Flat-panel TVs and DVD players are key benchmarks in terms of how events like the Olympics can trigger consumer interest in electronic devices, and this trend was seen spiking this year because of the Games being held in China, a hotbed for industry growth. China represents 10% of the world's flat-panel TV market, notes the Nikkei daily, and demand has been expected to surge 70%-80% this year.
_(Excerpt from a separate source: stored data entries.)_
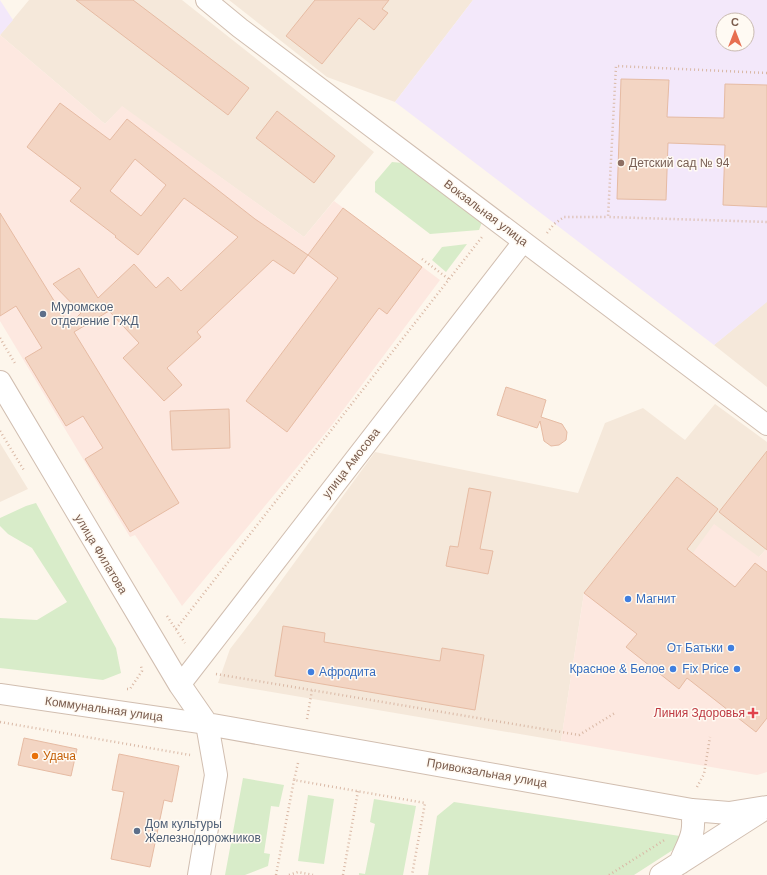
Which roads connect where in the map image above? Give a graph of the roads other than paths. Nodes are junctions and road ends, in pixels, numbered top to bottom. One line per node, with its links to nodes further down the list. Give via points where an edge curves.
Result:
1 (206, 0): 2 (street, Вокзальная улица)
2 (529, 246): 4 (street, Вокзальная улица); 5 (street, улица Амосова)
3 (0, 382): 5 (street, улица Филатова)
4 (767, 425)
5 (180, 685): 7 (street, улица Филатова)
6 (0, 694): 7 (street, Коммунальная улица)
7 (208, 724): 9 (street, Привокзальная улица); 11 (street, via 216,775)
8 (767, 807): 9 (street, Привокзальная улица, via 730,813); 10 (street)
9 (692, 810): 10 (street, via 693,835)
10 (680, 863): 12 (street)
11 (200, 875)
12 (661, 875)

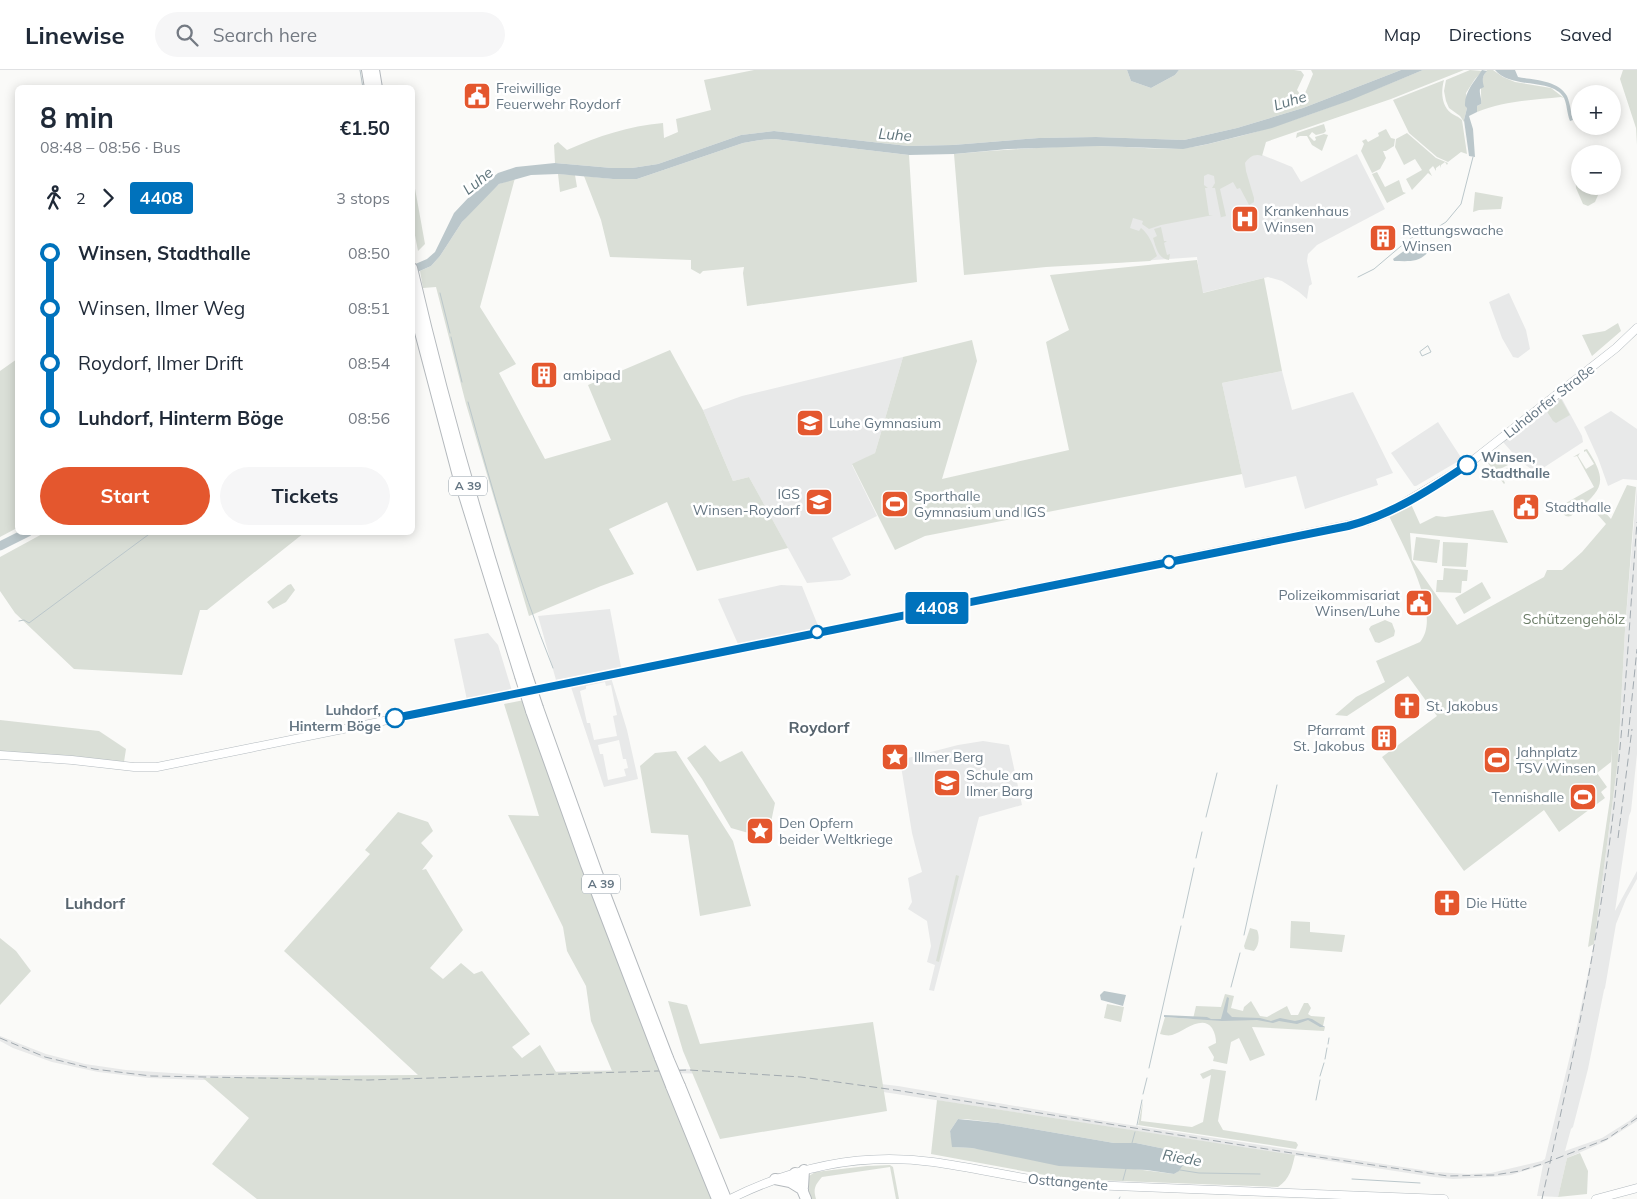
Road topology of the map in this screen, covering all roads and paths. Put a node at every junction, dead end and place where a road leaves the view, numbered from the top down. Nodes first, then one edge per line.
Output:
1 (367, 70) edge
2 (374, 70) edge
3 (370, 85) edge
4 (376, 85) edge
5 (415, 298) edge
6 (1637, 328) edge
7 (0, 755) edge
8 (799, 1172) junction
9 (775, 1180) junction
10 (715, 1182) junction
11 (1637, 1188) edge
12 (805, 1195) edge
13 (717, 1199) edge
14 (726, 1199) edge
15 (730, 1199) edge
16 (1444, 1199) edge
17 (1596, 1199) edge

1 - 3 highway
2 - 4 highway
5 - 10 highway, A 39, bridge
6 - 7 main road, Luhdorfer Straße
8 - 9 main road, Osttangente
8 - 12 highway
8 - 16 main road, Osttangente
9 - 12 highway
9 - 15 main road, Osttangente
10 - 13 highway, A 39
10 - 14 highway, A 39
11 - 17 main road

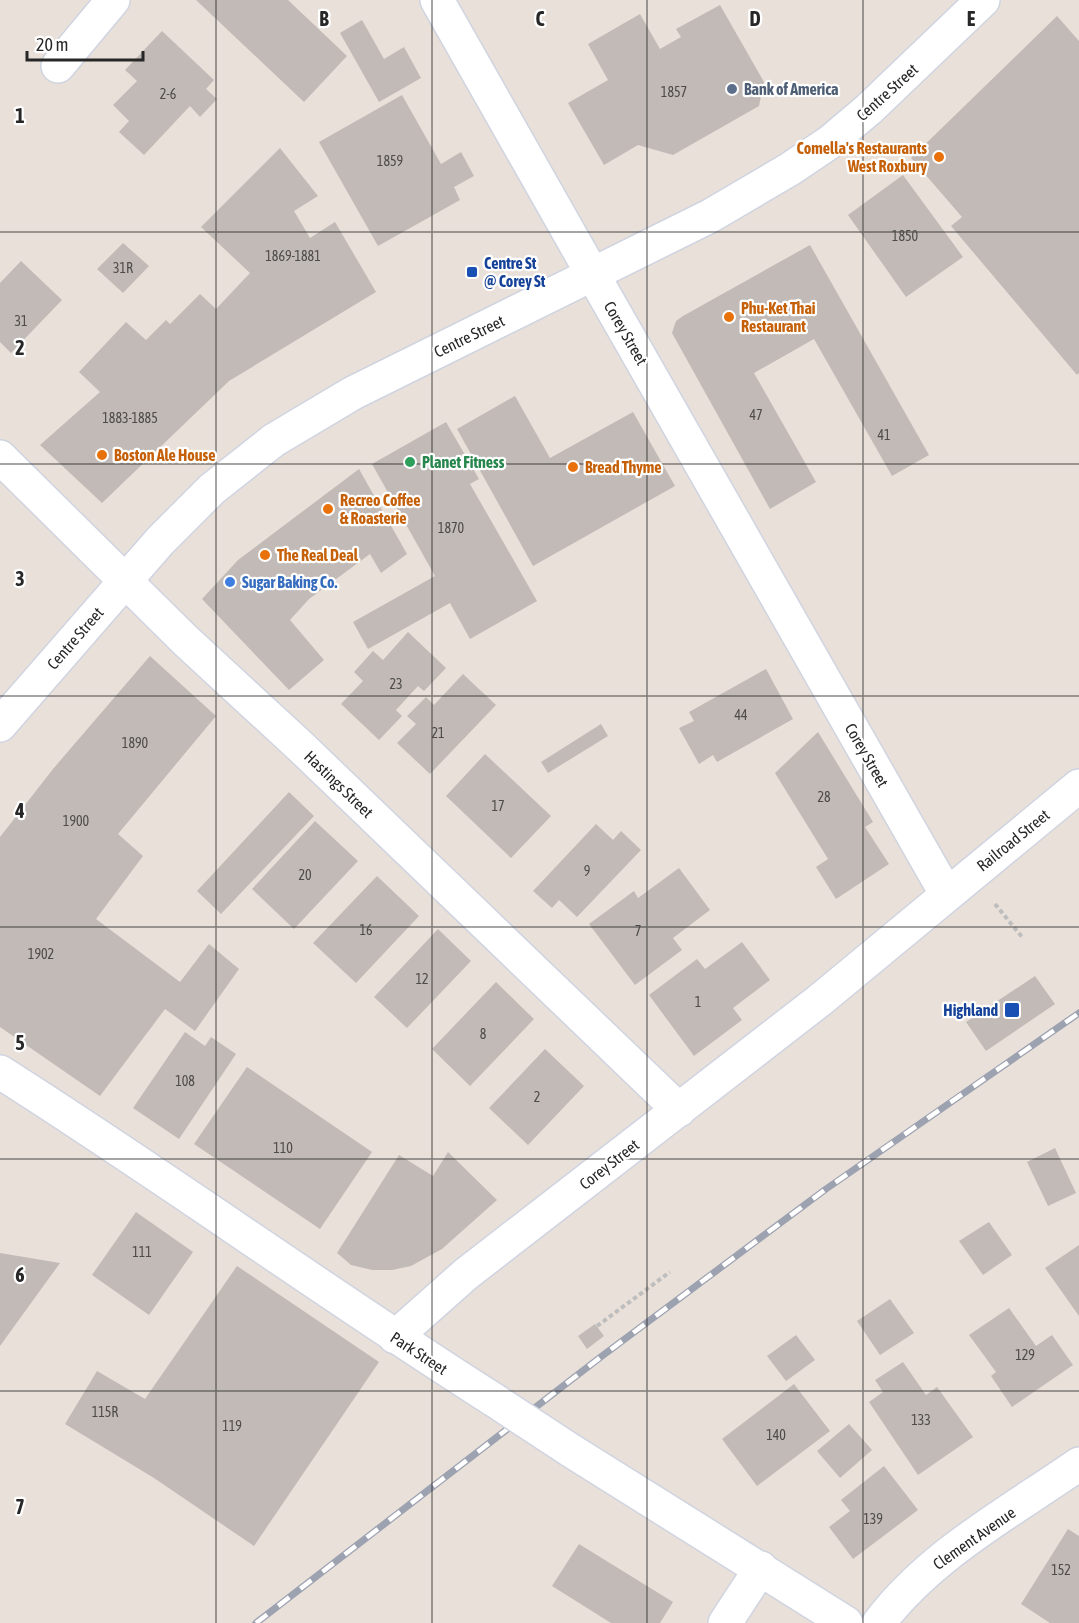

But wariness among firms, particularly Japanese, has now entered the picture because of worries about the US economic slowdown and "tepid" domestic consumption, the paper notes. Orders and shipments typically spike at the start of an Olympic year in anticipation of soaring sales of TVs and related products just before the Games, but such supply activity hasn't happened this year. Global shipments of electronic parts fell 1% Y-Y in January, the first such slip in three years, according to Japan Electronics and Information Technology Industries Association. And the SIA's data showed just a 3.8% increase in global chip sales in 1Q08 (though Japan saw growth of 8%-9% Y-Y in each of the first three months this year).
The Dai-ichi Life Research Institute has lowered its expectations of consumption of Japanese products this summer by about 25%, to ¥345.4B (US $3.27B), down from a forecast of ¥459.3B ($4.36B) back in December, notes the Nikkei daily. Consumption is lower than in previous Olympic years (e.g., the 2004 Athens Olympics saw a spending rise of ¥440B/$4.18B), partly because of rising prices and economic pressures on consumers.
"Corporate activity is slowing due to rising resource prices and worsening market conditions for information-technology-related goods," said Yuji Shimanaka at Mitsubishi UFJ Securities Co., quoted by the paper. "There's a possibility that special demand will strike out."
And Japanese execs seem worried. "There has been no excitement about sales ahead of the Beijing Olympics," according to Kyocera Corp. president Makoto Kawamura, quoted by the Nikkei. And related advertising has also been soft. "The rise in spot advertising in April and May was extremely poor," added Masao Kimiwada, president of TV Asahi Corp.